(Stored data entries)
[Start of section]

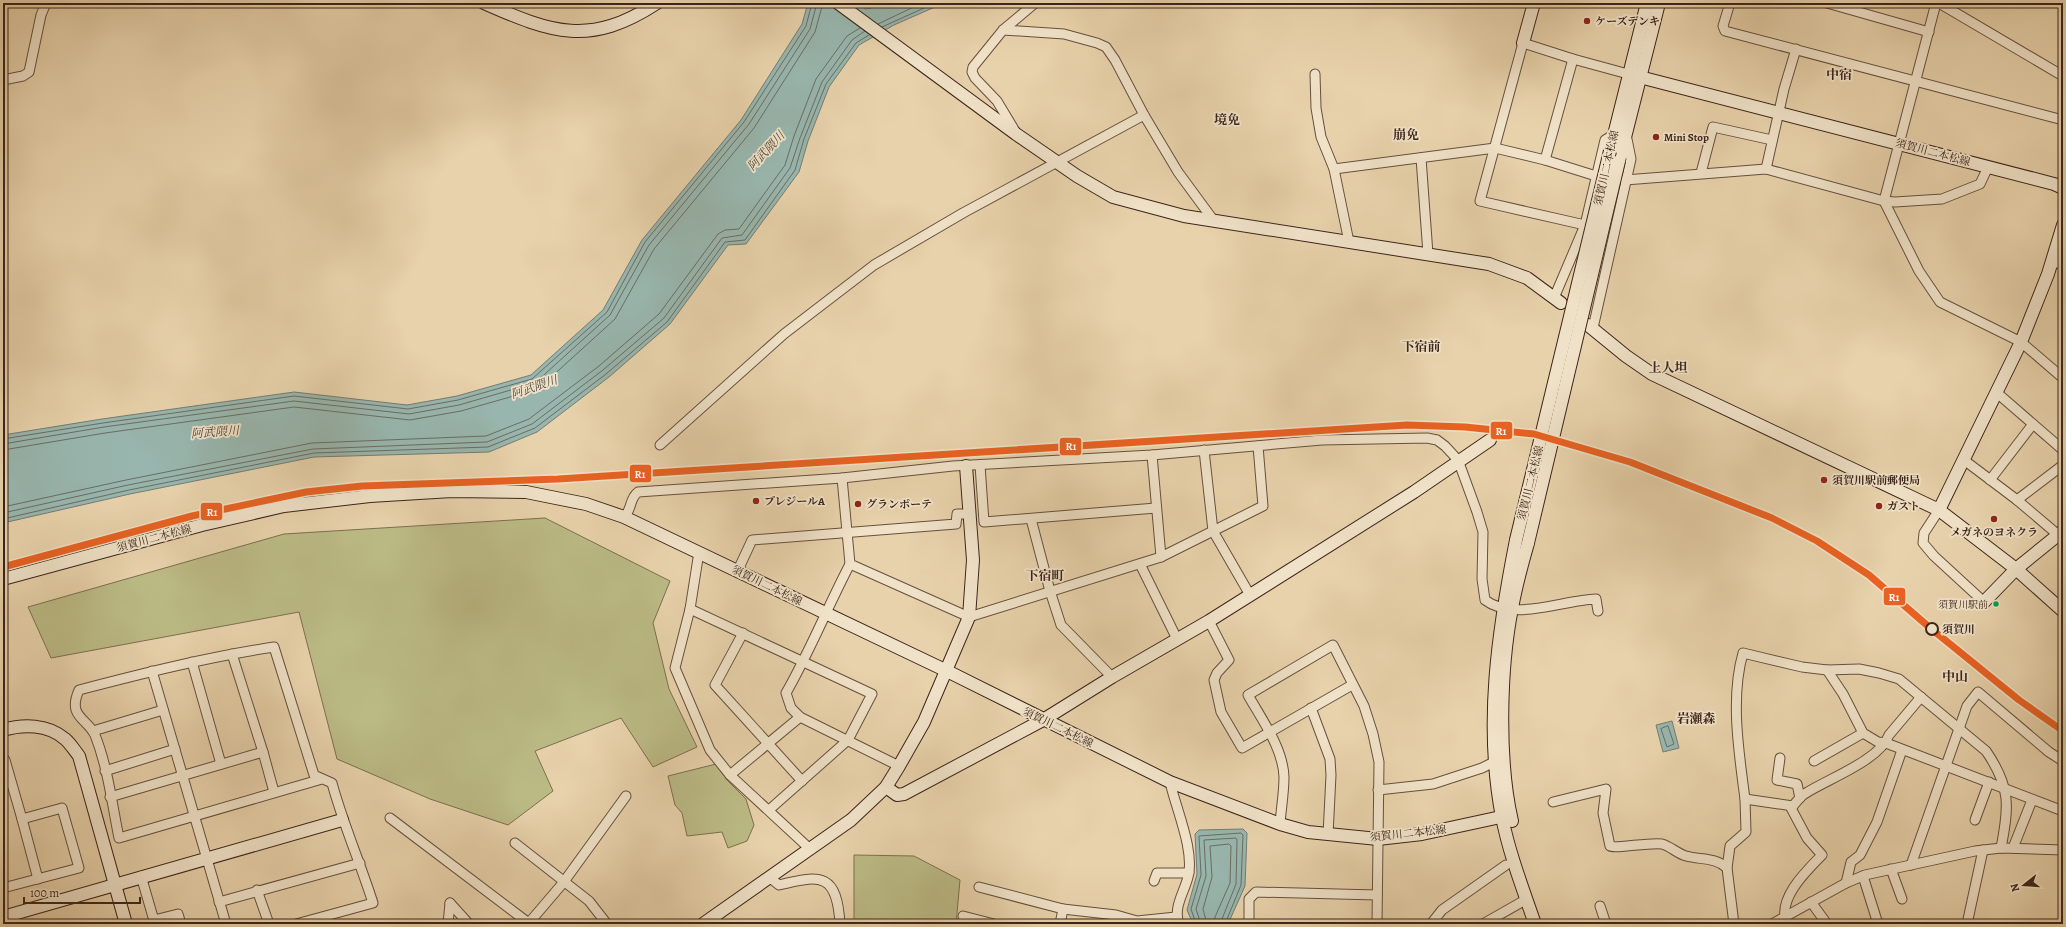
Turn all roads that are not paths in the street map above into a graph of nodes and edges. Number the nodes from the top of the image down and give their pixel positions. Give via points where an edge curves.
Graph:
1 (46, 3) edge
2 (484, 3) edge
3 (657, 3) edge
4 (838, 3) edge
5 (1035, 3) edge
6 (1534, 3) edge
7 (1647, 3) edge
8 (1659, 3) edge
9 (1665, 3) edge
10 (1730, 3) edge
11 (1827, 3) edge
12 (1936, 3) edge
13 (1939, 3) edge
14 (1003, 30) junction
15 (1929, 32) junction
16 (1523, 43) junction
17 (1647, 47) junction
18 (1796, 49) junction
19 (1573, 59) junction
20 (1315, 74) dead end
21 (1634, 76) junction
22 (2063, 76) edge
23 (3, 80) edge
24 (1915, 80) junction
25 (1779, 112) junction
26 (1144, 115) junction
27 (2063, 120) edge
28 (1626, 133) junction
29 (1016, 134) junction
30 (1613, 135) junction
31 (1772, 140) junction
32 (1900, 144) junction
33 (1495, 148) junction
34 (1421, 158) junction
35 (1544, 160) junction
36 (1056, 161) junction
37 (1988, 167) junction
38 (1334, 169) junction
39 (1766, 169) junction
40 (1701, 173) junction
41 (1596, 176) junction
42 (1625, 180) junction
43 (2063, 188) edge
44 (1884, 201) junction
45 (1214, 221) junction
46 (1584, 225) junction
47 (2063, 225) edge
48 (1349, 242) junction
49 (1428, 254) junction
50 (2057, 263) edge
51 (1558, 300) joint
52 (1590, 327) joint
53 (2021, 342) junction
54 (2063, 378) edge
55 (1996, 392) junction
56 (2033, 424) junction
57 (1490, 440) dead end
58 (660, 445) dead end
59 (1258, 446) junction
60 (1204, 450) junction
61 (2063, 450) edge
62 (1152, 455) junction
63 (1458, 460) junction
64 (1964, 460) junction
65 (980, 465) junction
66 (2063, 465) edge
67 (966, 466) junction
68 (842, 478) junction
69 (1990, 480) junction
70 (2017, 500) junction
71 (1156, 508) junction
72 (1939, 510) junction
73 (970, 514) junction
74 (624, 517) junction
75 (1031, 519) junction
76 (1212, 531) junction
77 (847, 532) junction
78 (2061, 535) edge
79 (1522, 541) junction
80 (699, 552) junction
81 (1162, 557) junction
82 (850, 564) junction
83 (1140, 564) junction
84 (2016, 569) junction
85 (738, 570) junction
86 (3, 579) edge
87 (1050, 591) junction
88 (1250, 595) junction
89 (1984, 602) joint
90 (690, 609) junction
91 (1507, 609) junction
92 (1598, 611) dead end
93 (2063, 611) edge
94 (825, 613) junction
95 (969, 617) junction
96 (1209, 620) junction
97 (743, 633) junction
98 (1177, 639) junction
99 (232, 654) junction
100 (192, 662) junction
101 (804, 662) junction
102 (1827, 670) junction
103 (152, 671) junction
104 (947, 671) junction
105 (1112, 676) junction
106 (1352, 686) junction
107 (1922, 697) junction
108 (1311, 708) junction
109 (163, 710) junction
110 (800, 718) junction
111 (1043, 720) junction
112 (1959, 728) junction
113 (3, 730) edge
114 (92, 730) junction
115 (1270, 733) junction
116 (1863, 733) junction
117 (848, 740) junction
118 (1886, 742) junction
119 (768, 743) junction
120 (175, 749) junction
121 (1902, 750) junction
122 (263, 752) junction
123 (1780, 758) dead end
124 (3, 761) edge
125 (1496, 761) junction
126 (1814, 761) dead end
127 (2063, 761) edge
128 (221, 764) junction
129 (1946, 765) junction
130 (899, 766) junction
131 (105, 771) junction
132 (182, 775) junction
133 (730, 775) junction
134 (322, 779) junction
135 (802, 781) junction
136 (1170, 782) junction
137 (1988, 782) junction
138 (886, 787) junction
139 (2004, 788) junction
140 (1378, 790) junction
141 (274, 792) junction
142 (626, 796) dead end
143 (110, 797) junction
144 (1800, 798) junction
145 (1745, 799) junction
146 (2032, 800) junction
147 (1553, 802) dead end
148 (1793, 806) junction
149 (769, 810) junction
150 (2063, 811) edge
151 (196, 816) junction
152 (1506, 816) junction
153 (390, 818) dead end
154 (22, 819) junction
155 (342, 820) junction
156 (1975, 820) dead end
157 (1280, 824) junction
158 (1328, 835) junction
159 (1378, 839) junction
160 (515, 843) dead end
161 (2002, 848) junction
162 (2013, 848) junction
163 (810, 849) junction
164 (1983, 850) junction
165 (2063, 850) edge
166 (207, 858) junction
167 (360, 863) junction
168 (1506, 865) dead end
169 (1911, 865) junction
170 (1727, 868) junction
171 (1891, 869) junction
172 (1189, 873) junction
173 (141, 876) junction
174 (1863, 876) junction
175 (769, 877) junction
176 (38, 879) junction
177 (1154, 881) dead end
178 (1846, 882) junction
179 (563, 883) junction
180 (115, 885) junction
181 (979, 887) dead end
182 (3, 888) edge
183 (257, 890) junction
184 (1377, 895) junction
185 (1527, 898) junction
186 (1902, 899) dead end
187 (220, 902) junction
188 (1811, 902) junction
189 (1600, 906) dead end
190 (1063, 909) junction
191 (963, 916) dead end
192 (3, 917) edge
193 (1178, 920) edge
194 (1785, 920) edge
195 (154, 922) edge
196 (126, 924) edge
197 (181, 924) edge
198 (226, 924) edge
199 (269, 924) edge
200 (296, 924) edge
201 (448, 924) edge
202 (469, 924) edge
203 (529, 924) edge
204 (607, 924) edge
205 (703, 924) edge
206 (840, 924) edge
207 (994, 924) edge
208 (1060, 924) edge
209 (1249, 924) edge
210 (1377, 924) edge
211 (1431, 924) edge
212 (1483, 924) edge
213 (1535, 924) edge
214 (1542, 924) edge
215 (1606, 924) edge
216 (1734, 924) edge
217 (1772, 924) edge
218 (1827, 924) edge
219 (1878, 924) edge
220 (1967, 924) edge

1 - 23 street via 29,72 23,76
2 - 3 street via 528,22 557,30 585,32 618,24
4 - 29 street
5 - 14 street
6 - 16 street
7 - 21 street
8 - 17 street
9 - 17 street via 1652,51
10 - 18 street via 1723,26 1725,31
11 - 15 street
12 - 15 street
13 - 22 street
14 - 26 street via 1064,34 1097,42 1106,47
14 - 29 street via 972,72 997,101
15 - 24 street
16 - 19 street
16 - 33 street
17 - 21 street
18 - 24 street
18 - 25 street
19 - 21 street
19 - 35 street
20 - 38 street via 1316,108 1321,137
21 - 25 street, 須賀川二本松線
21 - 28 street, 須賀川二本松線
21 - 30 street, 須賀川二本松線 via 1627,108 1618,116
24 - 27 street
24 - 32 street
25 - 31 street
25 - 32 street, 須賀川二本松線
26 - 36 street
26 - 45 street via 1178,172
28 - 42 street via 1631,159
28 - 79 street, 須賀川二本松線, bridge
29 - 36 street
30 - 41 street via 1605,140
30 - 79 street, 須賀川二本松線, bridge
31 - 39 street
31 - 40 street via 1713,127
32 - 37 street, 須賀川二本松線
32 - 44 street
33 - 34 street
33 - 35 street
33 - 46 street via 1480,201
34 - 38 street
34 - 49 street
35 - 41 street
36 - 45 street via 1113,197 1184,216
36 - 58 street via 874,265 784,334
37 - 43 street, 須賀川二本松線
37 - 44 street via 1980,184 1942,199
38 - 48 street
39 - 40 street
39 - 44 street
40 - 42 street
41 - 46 street
42 - 52 street
44 - 53 street via 1918,271 1940,302
45 - 48 street
46 - 51 street
47 - 50 street
48 - 49 street
49 - 51 street via 1505,268 1527,278
50 - 53 street
52 - 72 street via 1652,374
53 - 54 street
53 - 55 street
55 - 56 street
55 - 64 street
56 - 61 street
56 - 69 street
57 - 63 street
59 - 60 street
59 - 63 street via 1360,438 1427,438 1437,440
59 - 76 street via 1263,506
60 - 62 street
60 - 76 street
62 - 65 street
62 - 71 street
63 - 88 street via 1414,492
63 - 91 street via 1483,532 1482,579 1485,600
64 - 69 street
64 - 72 street
65 - 67 street
65 - 75 street via 984,522
66 - 70 street
67 - 68 street
67 - 73 street
68 - 74 street via 638,492 634,495 630,512
68 - 77 street
69 - 70 street
70 - 78 street
71 - 75 street
71 - 81 street
72 - 84 street
72 - 89 street via 1924,533 1923,543
73 - 77 street via 957,514 956,524
73 - 95 street via 973,560
74 - 80 street, 須賀川二本松線
74 - 86 street, 須賀川二本松線 via 586,504 526,492 452,491 370,496 284,506 202,525
75 - 87 street
76 - 81 street
76 - 88 street
77 - 82 street
77 - 85 street via 752,540
78 - 84 street
79 - 91 street, 須賀川二本松線
80 - 85 street, 須賀川二本松線
80 - 90 street
81 - 83 street
82 - 94 street
82 - 95 street
83 - 87 street
83 - 98 street
84 - 89 street
84 - 93 street
85 - 94 street, 須賀川二本松線
87 - 95 street
87 - 105 street via 1061,625
88 - 96 street
90 - 97 street
90 - 133 street via 675,668 710,750
91 - 92 street via 1531,609 1578,599 1596,599
91 - 125 street, 須賀川二本松線 via 1494,682
91 - 152 street, 須賀川二本松線 via 1503,683
94 - 101 street
94 - 104 street, 須賀川二本松線
95 - 104 street
96 - 98 street
96 - 115 street via 1229,660 1214,680 1221,712 1242,748
97 - 101 street
97 - 119 street via 716,685
98 - 105 street
99 - 100 street
99 - 122 street
99 - 134 street via 274,648 314,775
100 - 103 street
100 - 128 street
101 - 110 street via 786,693 791,708
101 - 117 street via 872,694
102 - 107 street via 1859,669 1879,673 1899,679
102 - 116 street
102 - 145 street via 1802,667 1743,653 1738,671 1738,744
103 - 109 street
103 - 114 street via 79,690 75,700 79,718
104 - 111 street, 須賀川二本松線
104 - 130 street via 924,722
105 - 111 street
106 - 108 street
106 - 115 street via 1333,645 1248,695
106 - 140 street via 1364,706 1373,734 1379,762
107 - 112 street
107 - 118 street via 1889,735
108 - 115 street
108 - 158 street via 1330,759
109 - 114 street
109 - 120 street
110 - 117 street
110 - 119 street
111 - 136 street, 須賀川二本松線
111 - 138 street via 904,794 897,795
112 - 127 street via 1967,706 1978,692
112 - 129 street
112 - 139 street via 1986,751 2000,774
113 - 180 street via 20,725 47,729 65,739 79,756
114 - 131 street
115 - 157 street via 1281,761 1284,778
116 - 118 street via 1878,742
116 - 126 street
117 - 130 street
117 - 135 street
118 - 121 street
118 - 144 street via 1872,755
119 - 133 street
119 - 135 street
120 - 131 street
120 - 132 street
121 - 129 street
121 - 178 street via 1877,822 1860,855 1851,862
122 - 128 street
122 - 141 street
123 - 144 street via 1777,780 1797,784
124 - 154 street via 5,760
125 - 140 street via 1433,784
125 - 152 street, 須賀川二本松線
128 - 132 street
129 - 137 street
129 - 169 street
130 - 138 street
131 - 143 street
132 - 143 street
132 - 151 street
133 - 149 street
134 - 141 street
134 - 155 street via 332,783
135 - 149 street
136 - 157 street, 須賀川二本松線
136 - 172 street via 1191,856
137 - 139 street
137 - 156 street
138 - 163 street via 851,820
139 - 146 street
139 - 161 street via 2007,815
140 - 159 street
141 - 151 street
142 - 179 street
143 - 151 street via 119,838
144 - 148 street
145 - 148 street
145 - 170 street via 1746,832 1730,846
146 - 150 street
146 - 162 street
147 - 170 street via 1606,789 1603,813 1610,846 1613,848 1628,844 1662,844 1686,856 1715,860
148 - 194 street via 1791,808 1807,838 1822,855 1796,883 1785,908
149 - 163 street
151 - 166 street
152 - 159 street, 須賀川二本松線 via 1422,834
152 - 185 street
152 - 214 street
153 - 203 street
154 - 176 street
154 - 176 street via 62,808 79,868
155 - 166 street
155 - 167 street
157 - 158 street, 須賀川二本松線
158 - 159 street, 須賀川二本松線
159 - 184 street
160 - 179 street
161 - 162 street
161 - 164 street
162 - 165 street
163 - 175 street
164 - 169 street
164 - 220 street
166 - 173 street
166 - 187 street
167 - 183 street
167 - 200 street via 373,903
168 - 211 street via 1442,910
169 - 171 street
170 - 216 street
171 - 174 street
171 - 186 street
172 - 177 street via 1157,873
172 - 193 street via 1180,898
173 - 180 street
173 - 195 street
174 - 178 street
174 - 219 street
175 - 205 street
175 - 206 street via 779,885 806,878 820,880 829,885 839,903
176 - 182 street
178 - 188 street
179 - 203 street
179 - 204 street via 589,901
180 - 192 street
180 - 196 street
181 - 190 street
183 - 187 street
183 - 199 street
184 - 209 street via 1256,892 1249,899
184 - 210 street
185 - 212 street
185 - 213 street
187 - 198 street
188 - 194 street
188 - 218 street
189 - 215 street
190 - 193 street via 1116,915 1137,921
190 - 208 street
191 - 207 street
194 - 217 street
195 - 197 street via 178,914
201 - 202 street via 450,903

[End of section]

(WHAT TO PRODUCE) Say how many lines of the preceding data include the word "joint". The number is the whole answer.

(TASK OUTPUT) 3